Ekonomi

IMF'DEN HEM ÖVGÜ, HEM DE UYARI VAR

Uluslararası Para Fonu (IMF), Türkiye ile “Madde 4” görüşmeleri ve program sonrası izlemeye ilişkin görüşlerini açıkladı.

31 Mayıs 2010 03:00
T24 – Uluslararası Para Fonu (IMF), Türkiye ile “Madde 4” görüşmeleri ve program sonrası izlemeye ilişkin görüşlerini açıkladı. IMF değerlendirmesinde, “Merkez Bankası'nın para politikası çıkış stratejisinin zamanlaması uygundur. Ancak, enflasyon beklentilerindeki yükselme ve banka kredilerindeki hızlı büyüme dikkate alınarak parasal sıkılaştırma hızlandırılmalıdır. Eş zamanlı olarak döviz alımlarının artırılması rezerv birikimini daha da hızlandıracak ve döviz kuru üzerindeki aşırı baskının hafifletilebilmesine yardımcı olacaktır” dendi. IMF, Türkiye'nin “dengesiz ve sürdürülemez bir büyüme patikası oluşmasının engellenmesi için krize karşı alınan politika önlemlerini geri çekmesi ve çıkış planlarına hız vermesi gerektiğini” vurguladı.



IMF'nin üye ülkelerin ekonomi yönetimlerine yol göstermek, uluslararası finansal sisteme ilişkin gözetim sorumluluğunu yerine getirmek amacıyla genellikle yılda bir kez yaptığı “kolsültasyon çalışması” Türkiye için geçen hafta tamamlandı. Fon, IMF Anlaşması'nda yer aldığı bölüm nedeniyle “4. Madde görüşmeleri” denilen konsültasyon çalışmalarından sonra bir rapor hazırlıyor.



Hazine Müsteşarlığı'nın internet sitesinde yer alan rapora göre, IMF'nin Türkiye ekonomisi hakkında 4. madde kapsamında yaptığı değerlendirme ve tavsiyeler şöyle:



'Türkiye güçlü başlangıç noktasında kararlı davrandı'



- Türkiye’nin oldukça güçlü bir başlangıç noktasında olması, küresel kaldıraç azaltma

eğilimi ve eşlik eden ekonomik daralmaya karşı zamanında, iyi hedeflenmiş ve büyüklük

anlamında genel olarak yeterli bir önlemler paketi ile kararlı bir şekilde tepki

verilmesine imkan tanımıştır



Yetkililer, mali ve parasal genişleme politikalarından kapsamlı çıkış stratejilerini kademeli olarak uygulamaya başlamışlardır.

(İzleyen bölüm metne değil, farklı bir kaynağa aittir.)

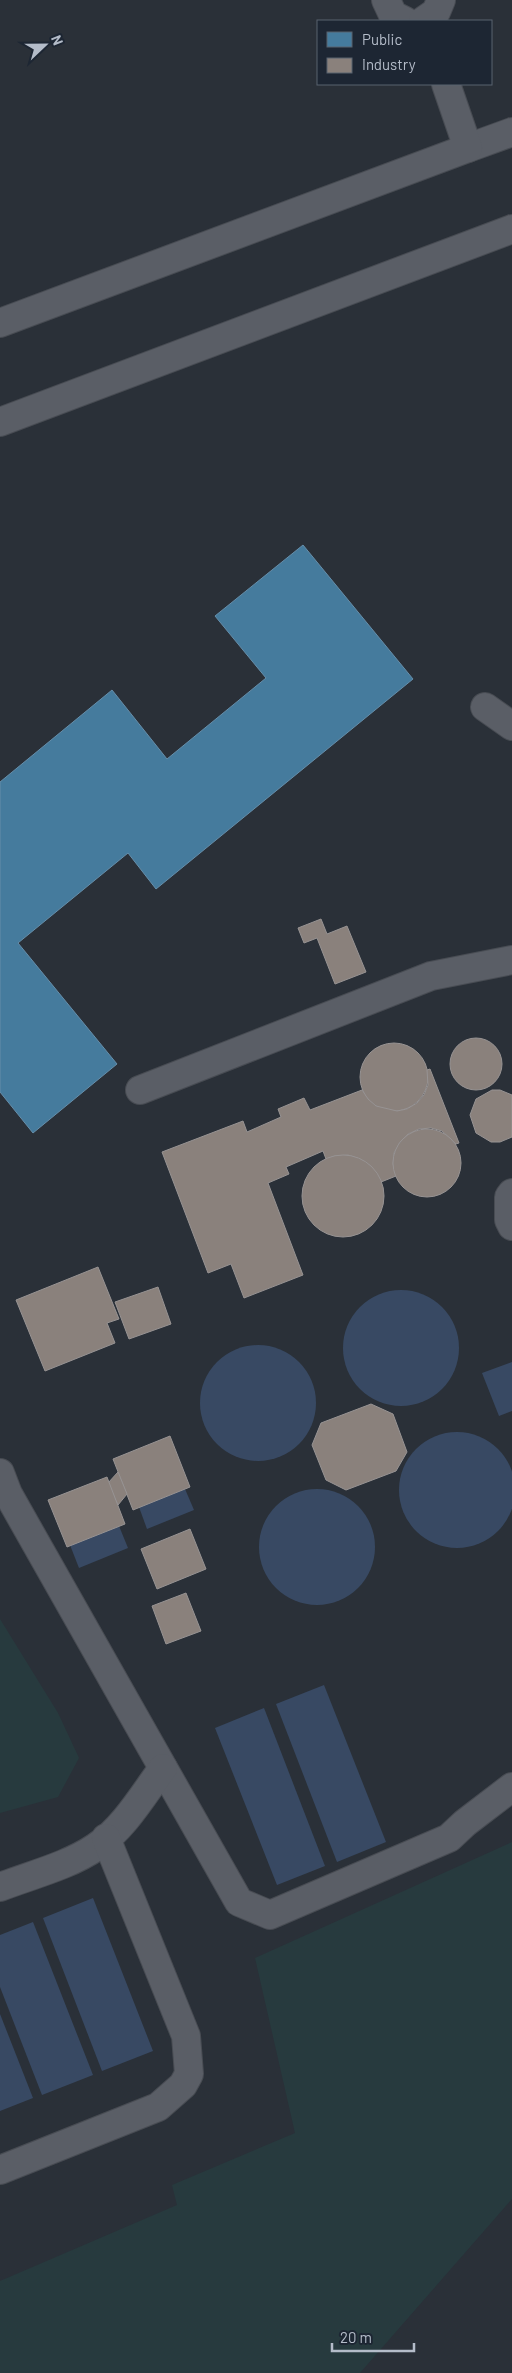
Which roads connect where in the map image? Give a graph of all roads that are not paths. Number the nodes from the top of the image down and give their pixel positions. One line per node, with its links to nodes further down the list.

'Dengesiz ve sürdürülemez büyüme patikasına karşı önlemler geri çekilmeli'



- Halihazırdaki karşı döngüsel enflasyon hedefleme çerçevesi Türkiye’nin önemli bir güçlü yönüdür. 2011 yılından itibaren buna ihtiyatlı mali açık tavanları getiren kapsamlı bir mali kural eşlik edecektir.



- Dengesiz ve sürdürülemez bir büyüme patikası oluşmasının engellenmesi için, krize

karşı uygulanan politika önlemleri geri çekilmeli ve çıkış planlarına hız verilmelidir.

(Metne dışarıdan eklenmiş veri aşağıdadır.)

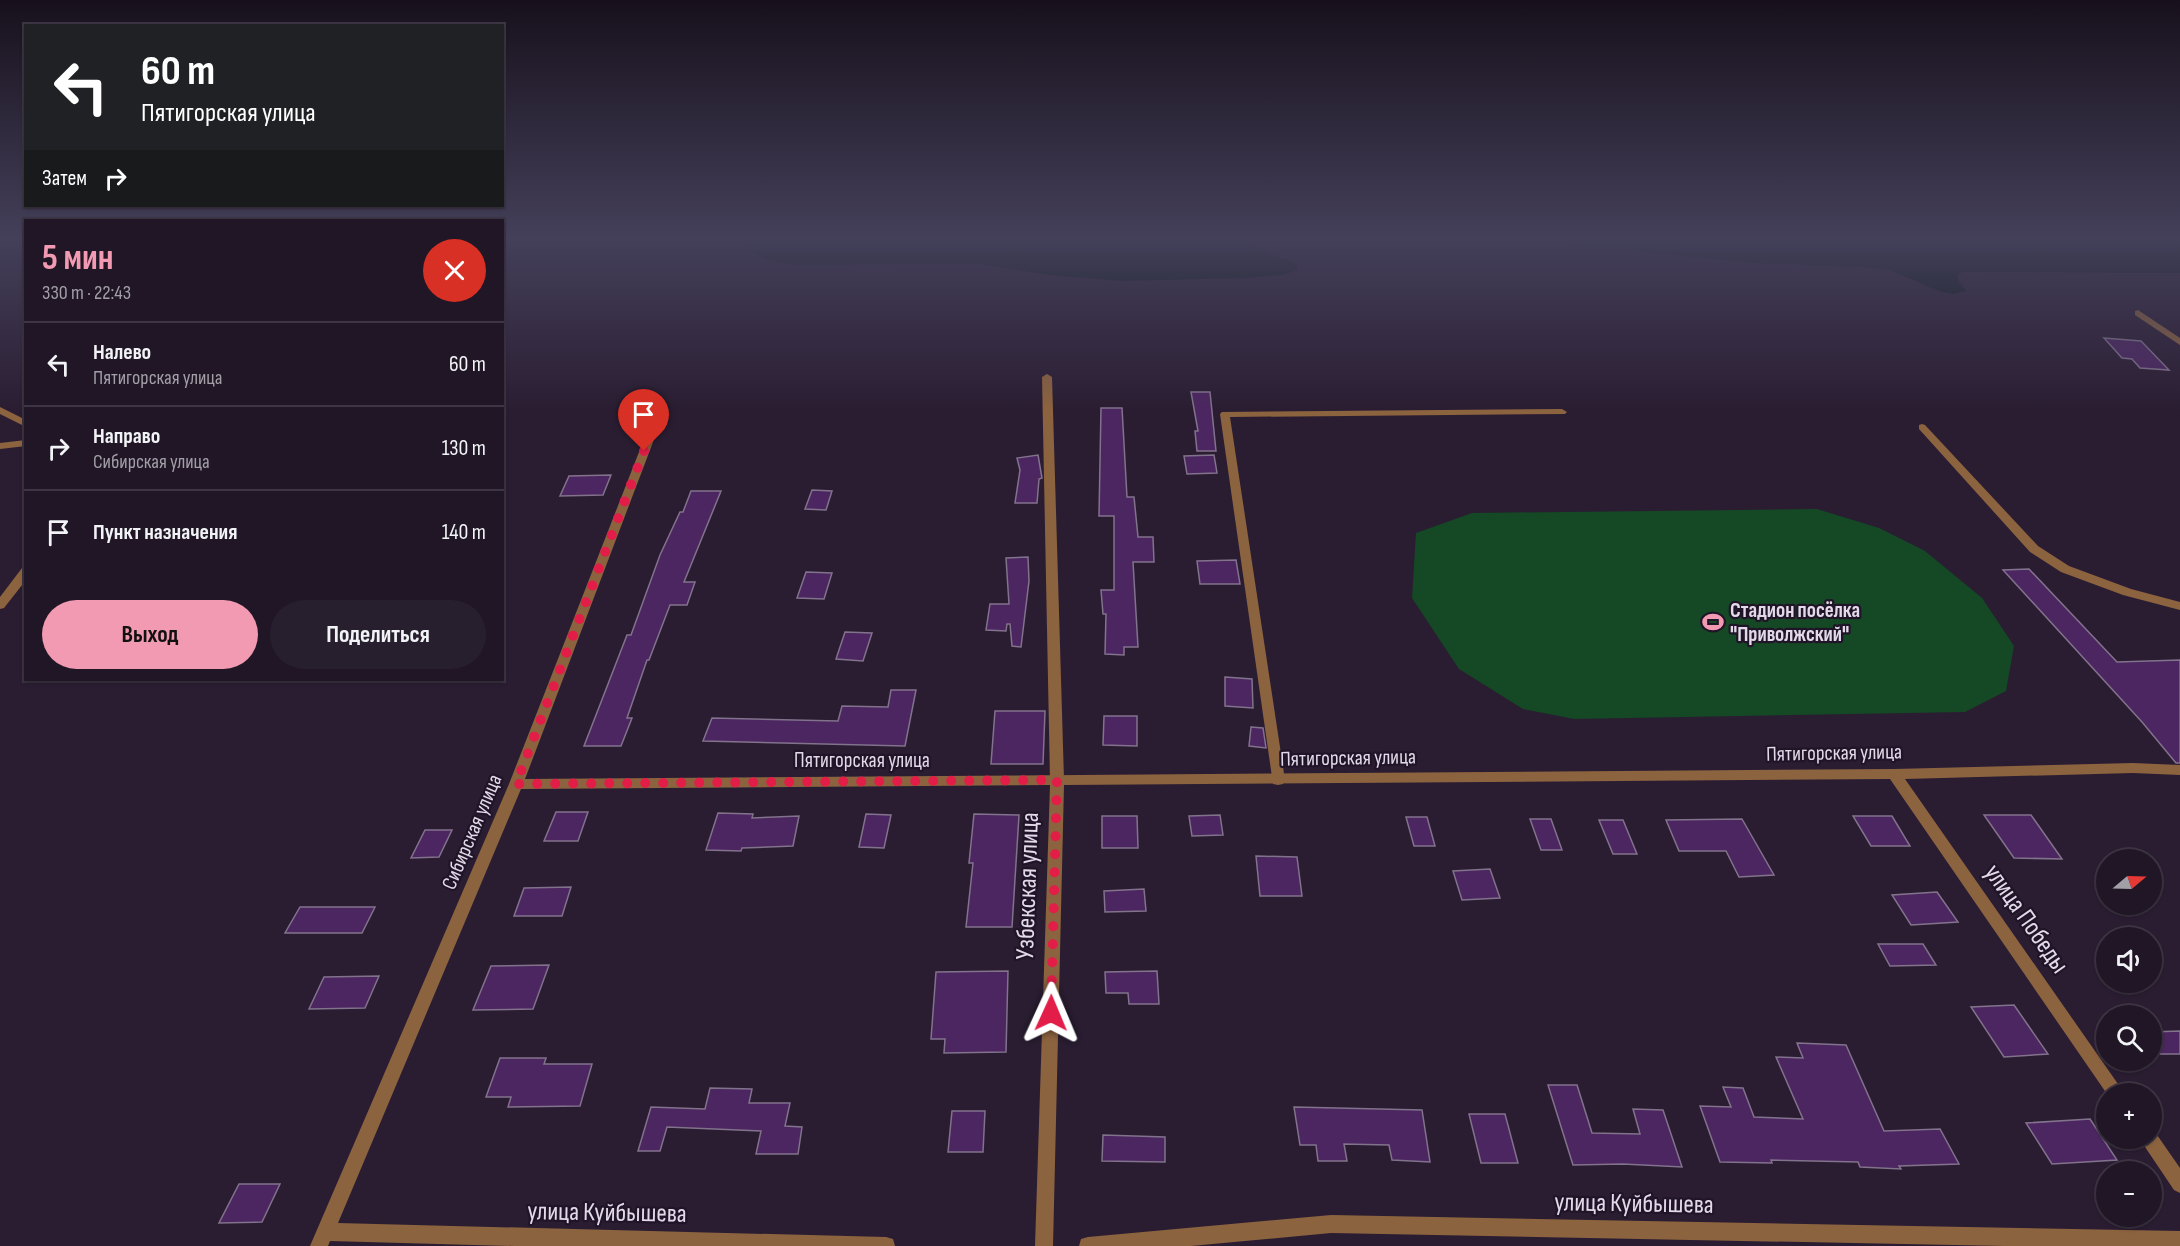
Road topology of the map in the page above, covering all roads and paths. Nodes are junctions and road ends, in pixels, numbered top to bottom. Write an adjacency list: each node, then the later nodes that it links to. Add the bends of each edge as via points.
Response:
1 (2138, 313): 2 (street)
2 (2180, 342)
3 (1047, 377): 16 (street, Узбекская улица)
4 (0, 410): 6 (street)
5 (1562, 412): 17 (street, via 1225,414)
6 (24, 423)
7 (1922, 427): 13 (street, via 2034,549 2065,568)
8 (653, 429): 18 (street, Сибирская улица)
9 (24, 443): 10 (street)
10 (0, 446)
11 (24, 574): 12 (street)
12 (0, 605)
13 (2180, 606)
14 (2180, 770): 15 (street, Пятигорская улица)
15 (1894, 774): 17 (street, Пятигорская улица); 19 (street, улица Победы)
16 (1057, 780): 17 (street, Пятигорская улица); 18 (street, Пятигорская улица); 25 (street, Узбекская улица)
17 (1278, 780)
18 (516, 784): 22 (street, Сибирская улица)
19 (2109, 1083)
20 (2156, 1149): 21 (street)
21 (2180, 1184)
22 (322, 1239): 24 (street, улица Куйбышева)
23 (2180, 1240): 26 (street, улица Куйбышева, via 1331,1224)
24 (886, 1246)
25 (1044, 1246)
26 (1088, 1246)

- Baz senaryoya ilişkin riskler büyük ölçüde dengeli, ancak önemli boyutta olup,

gerçekleşmeleri durumunda aşağıdaki bölümlerde belirtilen politika uygulamalarında

değişiklik yapılmasını gerektirebilir.



Maliye Politikası



- 2010 yılında maliye politikası hızlı büyüme kapsamında 2010-2012 Orta Vadeli

Programında öngörülen döngüsel ayarlamaları korumalı ve böylece mali kural için uygun

bir başlangıç noktası oluşturulmalıdır.



- Gelir ve harcama politikaları mali kural çerçevesinde kamu maliyesinde öngörülen

iyileşmeyi desteklemelidir.



Para Politikası



- TCMB’nin para politikası çıkış stratejisinin zamanlaması uygundur.

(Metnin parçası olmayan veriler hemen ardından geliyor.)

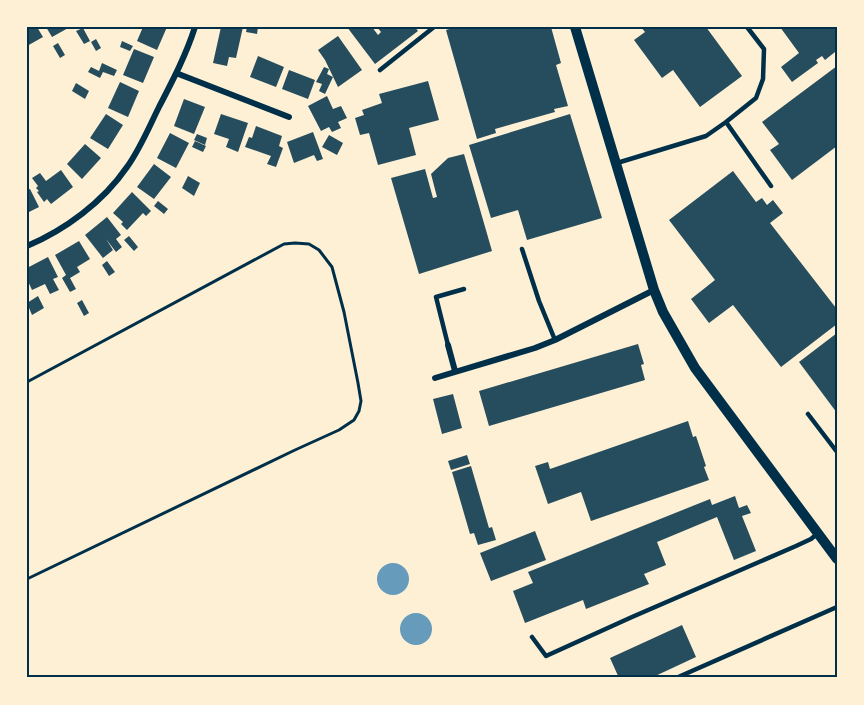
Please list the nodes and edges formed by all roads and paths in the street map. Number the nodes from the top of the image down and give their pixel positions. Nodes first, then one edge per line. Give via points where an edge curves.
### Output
1 (195, 27) edge
2 (434, 27) edge
3 (575, 27) edge
4 (747, 27) edge
5 (380, 70) dead end
6 (176, 73) junction
7 (289, 117) dead end
8 (726, 122) junction
9 (617, 163) junction
10 (771, 186) dead end
11 (27, 246) edge
12 (522, 249) dead end
13 (464, 289) dead end
14 (654, 290) junction
15 (555, 340) junction
16 (448, 345) joint
17 (455, 371) junction
18 (435, 378) dead end
19 (27, 382) edge
20 (808, 414) dead end
21 (837, 452) edge
22 (819, 533) junction
23 (837, 559) edge
24 (27, 579) edge
25 (837, 607) edge
26 (532, 637) dead end
27 (676, 678) edge

1 - 6 street
2 - 5 lane
3 - 9 street
4 - 8 lane via 764,49 763,79 756,98
6 - 7 street
6 - 11 street via 136,153 115,182 80,215
8 - 9 lane via 706,136
8 - 10 lane
9 - 14 street
12 - 15 lane
13 - 16 lane via 436,297
14 - 15 street
14 - 22 street via 695,368
15 - 17 street
16 - 17 street
17 - 18 street
19 - 24 path via 284,244 295,243 319,250 332,267 361,400 354,420 339,430
20 - 21 lane
22 - 23 street
22 - 26 lane via 546,656
25 - 27 lane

- Ancak, enflasyon beklentilerindeki yükselme ve banka kredilerindeki hızlı büyüme

dikkate alınarak parasal sıkılaştırma hızlandırılmalıdır.



- Eş zamanlı olarak döviz alımlarının artırılması rezerv birikimini daha da

hızlandıracak ve döviz kuru üzerindeki aşırı baskının hafifletilebilmesine yardımcı

olacaktır.



Finansal Politikalar



- Bazı ek adımlara ihtiyaç olsa da, finansal sektörün gücünün korunması için önemli

tedbirler alınmıştır.



- İktisadi faaliyetlerdeki güçlü toparlanmaya karşı verilecek para ve finansal sektör

politikası tepkisinin uyumlu olmasını teminen gevşetilmiş finansal sektör ihtiyati

düzenlemelerinin mümkün olan en kısa sürede sona erdirilmesi gerekmektedir.



- Türk Bankacılık sektörünün güçlü uluslararası bağları dikkate alındığında, finansal

sektör düzenlemelerine ilişkin değişiklik çalışmaları ilgili ülkelerle yakın

koordinasyon halinde yapılmalı ve Türkiye’ye özel koşullar dikkate alınmalıdır.



Yapısal Politikalar



- Rekabet gücünün geliştirilmesi ve istihdam artırıcı büyümenin sağlanabilmesi için

yapısal reformların çok boyutlu olarak ele alınması gerekmektedir.